--- Given entries Enclosed Below ---

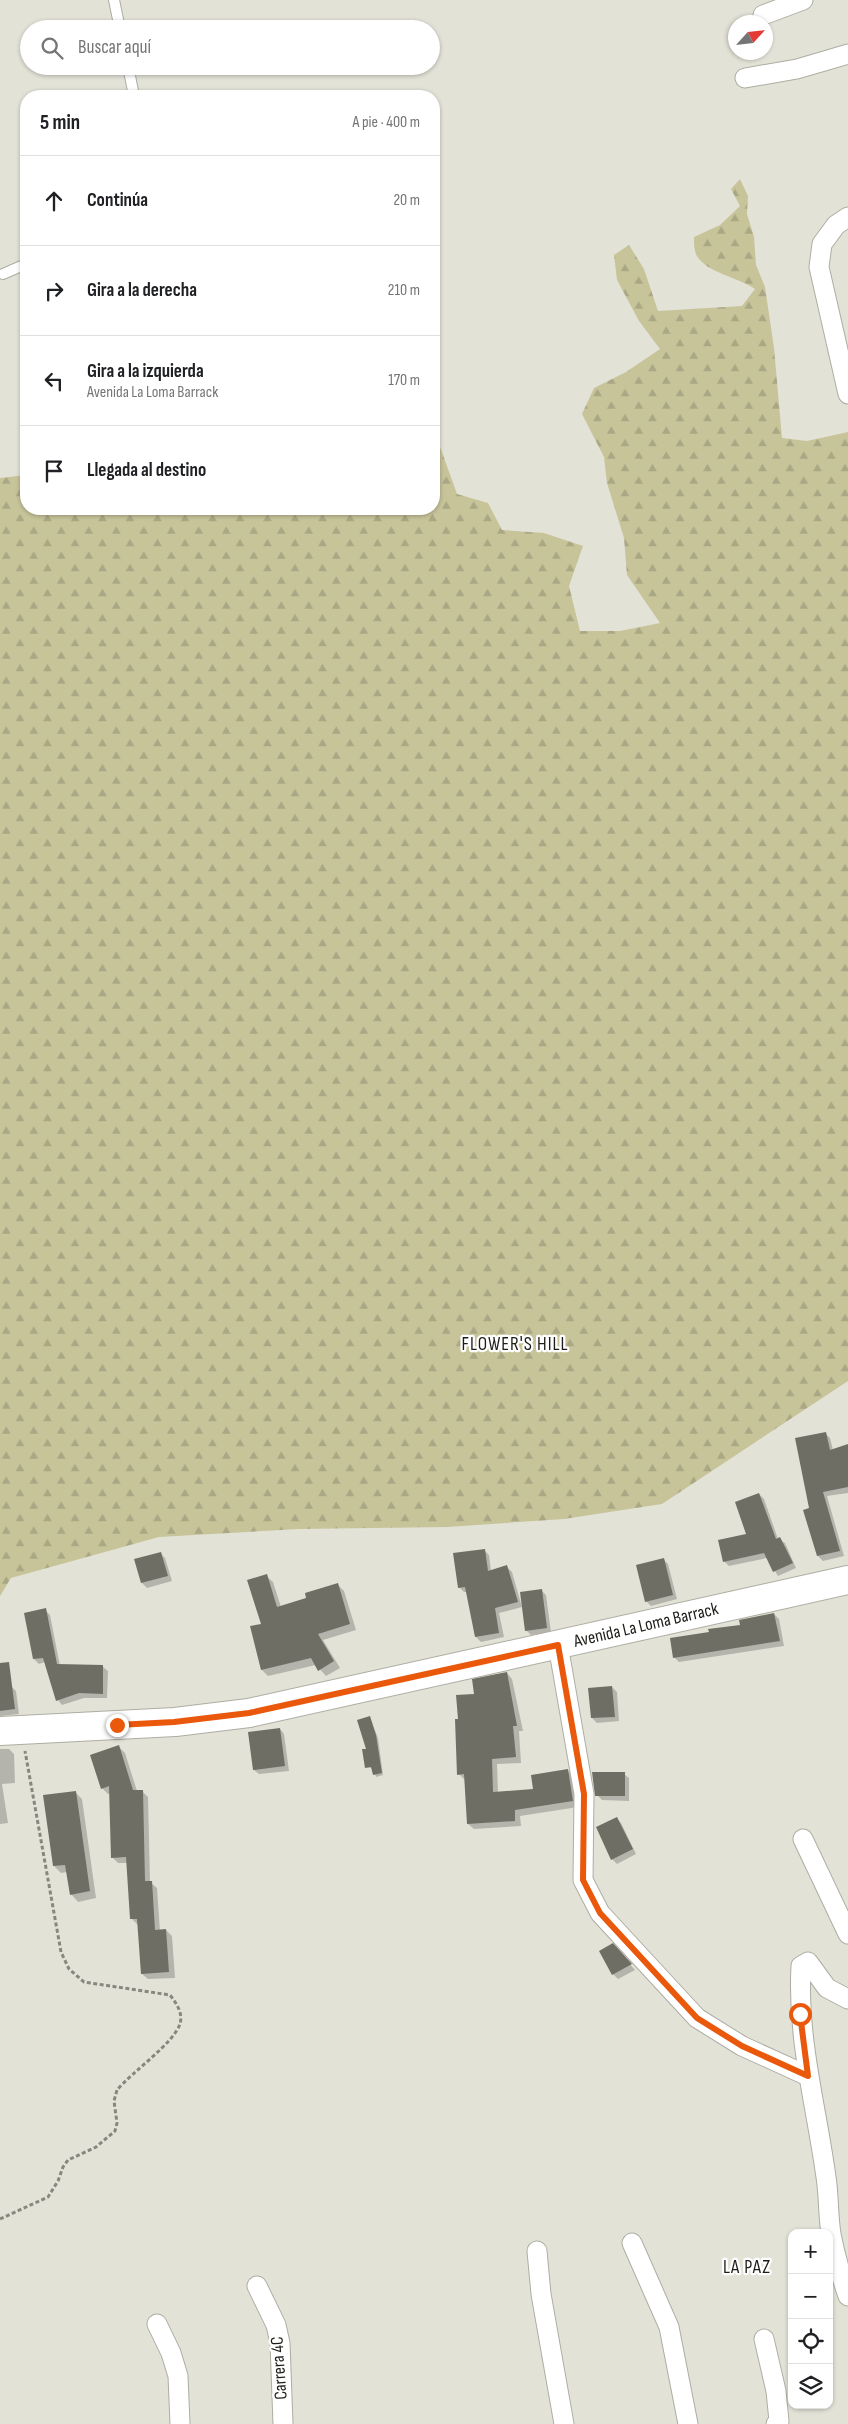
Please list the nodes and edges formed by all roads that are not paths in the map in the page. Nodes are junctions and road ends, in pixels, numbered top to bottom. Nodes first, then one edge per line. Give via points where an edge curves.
1 (114, 0) edge
2 (803, 0) edge
3 (763, 14) dead end
4 (118, 20) edge
5 (848, 54) edge
6 (130, 75) edge
7 (745, 78) dead end
8 (133, 90) edge
9 (848, 217) edge
10 (20, 267) edge
11 (3, 274) dead end
12 (848, 394) edge
13 (848, 1580) edge
14 (558, 1645) junction
15 (11, 1731) edge
16 (803, 1839) dead end
17 (848, 1934) edge
18 (848, 1999) edge
19 (808, 2076) junction
20 (632, 2242) dead end
21 (537, 2251) dead end
22 (257, 2286) dead end
23 (848, 2296) edge
24 (157, 2324) dead end
25 (764, 2339) dead end
26 (180, 2424) edge
27 (283, 2424) edge
28 (564, 2424) edge
29 (688, 2424) edge
30 (776, 2424) edge

1 - 4 lane
2 - 3 street
5 - 7 street via 797,69
6 - 8 lane
9 - 12 street via 822,244 818,267
10 - 11 lane
13 - 14 main road, Avenida La Loma Barrack
14 - 15 main road, Avenida La Loma Barrack via 249,1713 174,1722
14 - 19 street via 584,1794 583,1880 600,1913 697,2018 742,2046
16 - 17 street
18 - 19 street via 827,1988 808,1962 801,1966 800,2014
19 - 23 street via 826,2177 831,2233
20 - 29 street via 669,2327
21 - 28 street via 541,2294
22 - 27 street, Carrera 4C via 276,2325 280,2343
24 - 26 street via 178,2376
25 - 30 street via 776,2391 779,2421

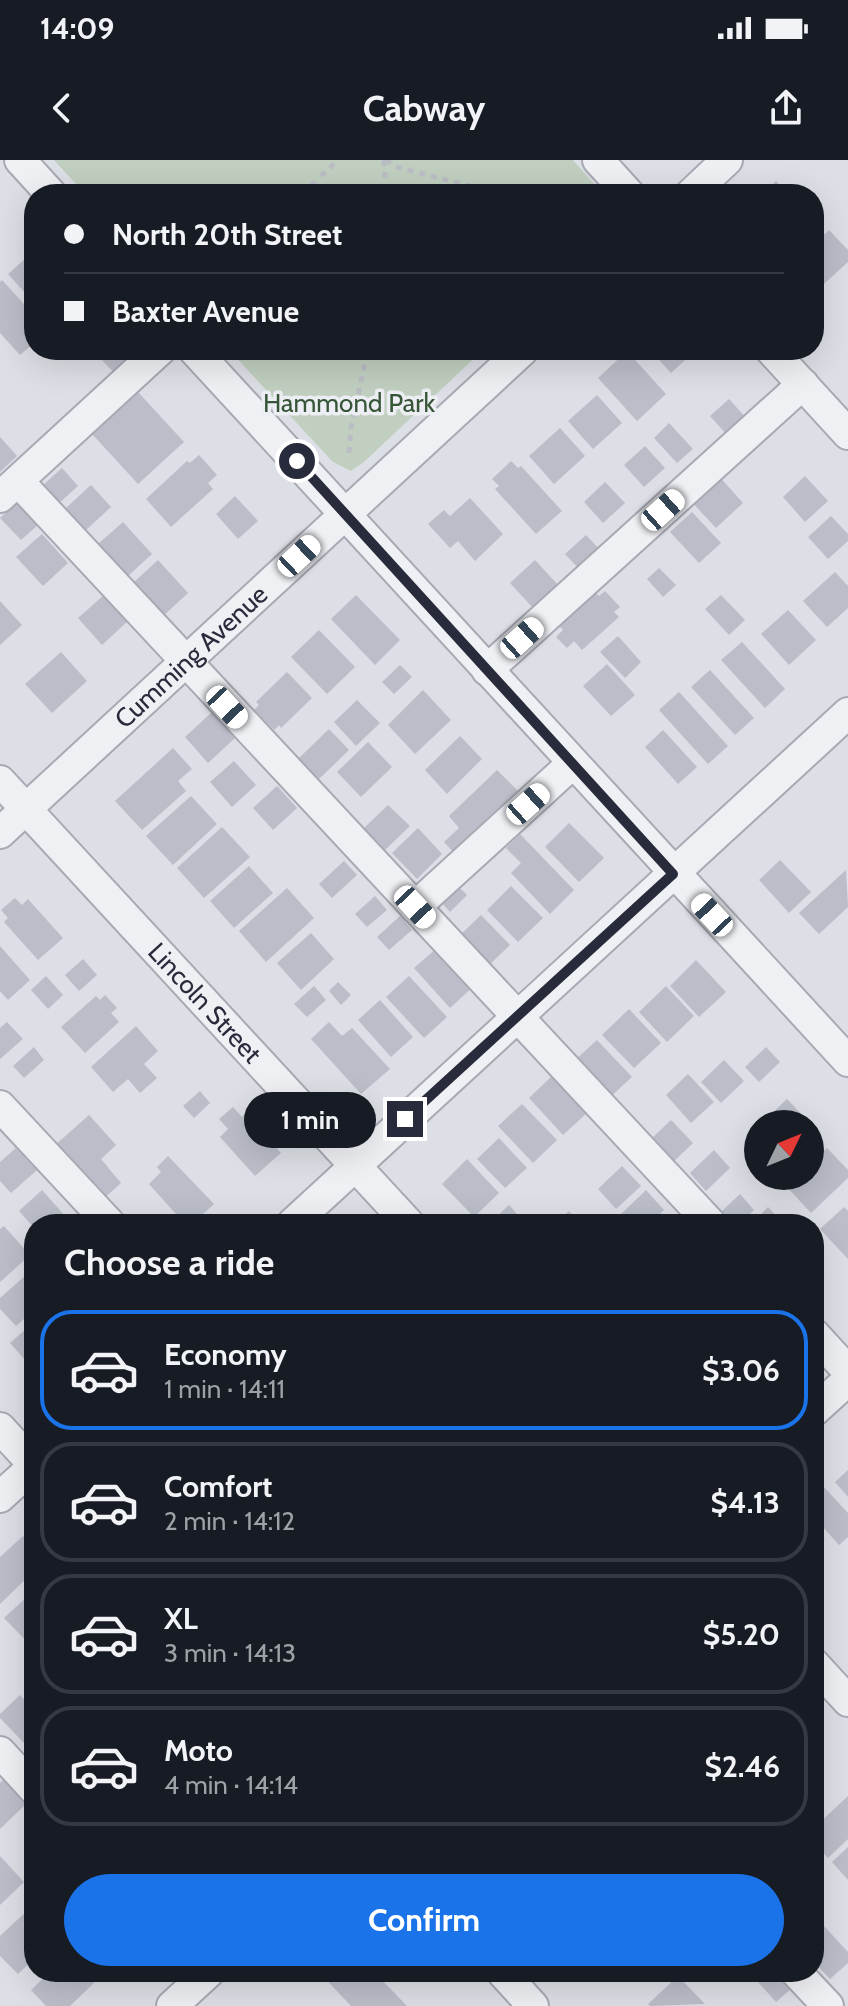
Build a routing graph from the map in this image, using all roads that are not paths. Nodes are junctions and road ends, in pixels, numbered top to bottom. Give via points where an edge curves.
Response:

--- End of Enclosed Given entries ---

Copy every line above exactly; images stay out.

Please list the nodes and edges formed by all roads that are not paths in the map in the page. Nodes are junctions and road ends, in pixels, numbered top to bottom. Nodes first, then one edge per line. Give via points where an edge curves.
1 (114, 0) edge
2 (803, 0) edge
3 (763, 14) dead end
4 (118, 20) edge
5 (848, 54) edge
6 (130, 75) edge
7 (745, 78) dead end
8 (133, 90) edge
9 (848, 217) edge
10 (20, 267) edge
11 (3, 274) dead end
12 (848, 394) edge
13 (848, 1580) edge
14 (558, 1645) junction
15 (11, 1731) edge
16 (803, 1839) dead end
17 (848, 1934) edge
18 (848, 1999) edge
19 (808, 2076) junction
20 (632, 2242) dead end
21 (537, 2251) dead end
22 (257, 2286) dead end
23 (848, 2296) edge
24 (157, 2324) dead end
25 (764, 2339) dead end
26 (180, 2424) edge
27 (283, 2424) edge
28 (564, 2424) edge
29 (688, 2424) edge
30 (776, 2424) edge

1 - 4 lane
2 - 3 street
5 - 7 street via 797,69
6 - 8 lane
9 - 12 street via 822,244 818,267
10 - 11 lane
13 - 14 main road, Avenida La Loma Barrack
14 - 15 main road, Avenida La Loma Barrack via 249,1713 174,1722
14 - 19 street via 584,1794 583,1880 600,1913 697,2018 742,2046
16 - 17 street
18 - 19 street via 827,1988 808,1962 801,1966 800,2014
19 - 23 street via 826,2177 831,2233
20 - 29 street via 669,2327
21 - 28 street via 541,2294
22 - 27 street, Carrera 4C via 276,2325 280,2343
24 - 26 street via 178,2376
25 - 30 street via 776,2391 779,2421

Build a routing graph from the map in this image, using all roads that are not paths. Nodes are junctions and road ends, in pixels, numbered top to bottom. Give via points where an edge curves.
Response:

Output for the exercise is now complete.